■ **WHAT YOU SHOULD DO**
Look at each line below and count those with the word "Suso"; the answer is that number only.

==== EXERCISE MATERIALS

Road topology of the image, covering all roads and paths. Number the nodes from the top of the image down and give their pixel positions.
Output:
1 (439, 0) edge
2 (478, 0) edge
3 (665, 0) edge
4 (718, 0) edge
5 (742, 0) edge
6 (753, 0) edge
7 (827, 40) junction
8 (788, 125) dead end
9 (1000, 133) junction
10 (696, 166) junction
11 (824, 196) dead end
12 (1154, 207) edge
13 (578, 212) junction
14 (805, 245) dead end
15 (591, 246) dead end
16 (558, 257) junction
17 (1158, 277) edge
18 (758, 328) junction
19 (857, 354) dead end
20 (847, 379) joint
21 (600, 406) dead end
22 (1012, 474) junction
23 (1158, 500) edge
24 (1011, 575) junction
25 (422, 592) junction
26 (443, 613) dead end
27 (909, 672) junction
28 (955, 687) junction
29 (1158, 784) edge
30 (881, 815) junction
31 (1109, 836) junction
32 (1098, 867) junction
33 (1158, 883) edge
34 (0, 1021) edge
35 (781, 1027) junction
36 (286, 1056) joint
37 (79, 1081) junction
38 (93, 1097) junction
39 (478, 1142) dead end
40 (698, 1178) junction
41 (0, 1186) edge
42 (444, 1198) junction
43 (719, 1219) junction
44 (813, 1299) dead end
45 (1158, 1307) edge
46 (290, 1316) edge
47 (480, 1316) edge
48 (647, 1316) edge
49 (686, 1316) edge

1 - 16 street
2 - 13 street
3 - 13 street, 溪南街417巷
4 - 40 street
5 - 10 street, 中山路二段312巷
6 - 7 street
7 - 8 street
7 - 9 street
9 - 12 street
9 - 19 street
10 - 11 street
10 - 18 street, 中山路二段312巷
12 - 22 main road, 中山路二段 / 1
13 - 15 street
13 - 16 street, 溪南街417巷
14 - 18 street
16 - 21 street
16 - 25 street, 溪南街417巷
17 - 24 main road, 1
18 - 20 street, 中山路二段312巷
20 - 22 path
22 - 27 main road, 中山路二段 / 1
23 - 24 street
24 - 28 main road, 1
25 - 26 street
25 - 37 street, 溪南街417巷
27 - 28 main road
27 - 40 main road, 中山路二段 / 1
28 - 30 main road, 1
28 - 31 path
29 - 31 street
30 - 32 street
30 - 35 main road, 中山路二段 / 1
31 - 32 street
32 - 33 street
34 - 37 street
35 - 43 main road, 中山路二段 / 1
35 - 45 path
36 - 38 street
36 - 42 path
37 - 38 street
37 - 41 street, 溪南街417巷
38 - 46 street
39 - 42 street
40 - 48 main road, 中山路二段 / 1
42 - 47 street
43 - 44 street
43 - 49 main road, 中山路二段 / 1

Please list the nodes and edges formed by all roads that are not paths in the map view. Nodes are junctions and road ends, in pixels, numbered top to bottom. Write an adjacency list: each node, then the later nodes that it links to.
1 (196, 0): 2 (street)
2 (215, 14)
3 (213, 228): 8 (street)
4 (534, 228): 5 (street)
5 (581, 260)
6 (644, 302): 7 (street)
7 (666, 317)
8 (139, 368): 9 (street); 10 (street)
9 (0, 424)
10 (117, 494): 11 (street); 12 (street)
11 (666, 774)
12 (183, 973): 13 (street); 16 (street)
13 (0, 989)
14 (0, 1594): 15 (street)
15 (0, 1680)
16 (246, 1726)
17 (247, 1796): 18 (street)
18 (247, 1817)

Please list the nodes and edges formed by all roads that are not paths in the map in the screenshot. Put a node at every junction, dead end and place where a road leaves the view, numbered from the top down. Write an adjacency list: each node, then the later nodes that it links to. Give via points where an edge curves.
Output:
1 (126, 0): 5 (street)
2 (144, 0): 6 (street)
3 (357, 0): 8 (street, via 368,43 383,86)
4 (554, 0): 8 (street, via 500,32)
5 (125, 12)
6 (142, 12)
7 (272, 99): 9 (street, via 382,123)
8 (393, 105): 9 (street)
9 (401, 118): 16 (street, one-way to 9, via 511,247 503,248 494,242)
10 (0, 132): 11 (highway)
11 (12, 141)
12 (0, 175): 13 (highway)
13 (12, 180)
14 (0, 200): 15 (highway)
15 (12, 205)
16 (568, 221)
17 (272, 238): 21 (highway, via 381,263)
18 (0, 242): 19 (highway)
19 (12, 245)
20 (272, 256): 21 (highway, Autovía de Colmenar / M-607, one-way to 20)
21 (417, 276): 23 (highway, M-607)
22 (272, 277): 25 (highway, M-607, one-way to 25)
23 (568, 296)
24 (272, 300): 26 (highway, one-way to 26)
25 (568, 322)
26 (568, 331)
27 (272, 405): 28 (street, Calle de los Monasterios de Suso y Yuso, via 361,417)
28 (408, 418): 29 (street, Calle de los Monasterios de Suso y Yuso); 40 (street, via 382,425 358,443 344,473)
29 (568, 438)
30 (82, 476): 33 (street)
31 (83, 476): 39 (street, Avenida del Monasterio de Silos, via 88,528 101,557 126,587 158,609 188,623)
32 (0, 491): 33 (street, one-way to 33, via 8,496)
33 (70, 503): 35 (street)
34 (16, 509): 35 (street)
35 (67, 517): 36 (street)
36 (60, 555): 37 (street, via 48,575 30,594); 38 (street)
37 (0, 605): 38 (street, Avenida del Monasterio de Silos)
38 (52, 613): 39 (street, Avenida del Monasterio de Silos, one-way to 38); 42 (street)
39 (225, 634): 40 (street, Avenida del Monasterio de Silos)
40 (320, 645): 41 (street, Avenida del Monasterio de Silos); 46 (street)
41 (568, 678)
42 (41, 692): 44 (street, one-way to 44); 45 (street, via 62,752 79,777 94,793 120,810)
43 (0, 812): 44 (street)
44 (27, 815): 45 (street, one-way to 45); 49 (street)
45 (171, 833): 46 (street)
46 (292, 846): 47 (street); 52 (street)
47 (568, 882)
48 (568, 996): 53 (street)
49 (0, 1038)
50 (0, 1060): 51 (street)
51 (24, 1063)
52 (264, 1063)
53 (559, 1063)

========

■ **RESPONSE BELOW**
2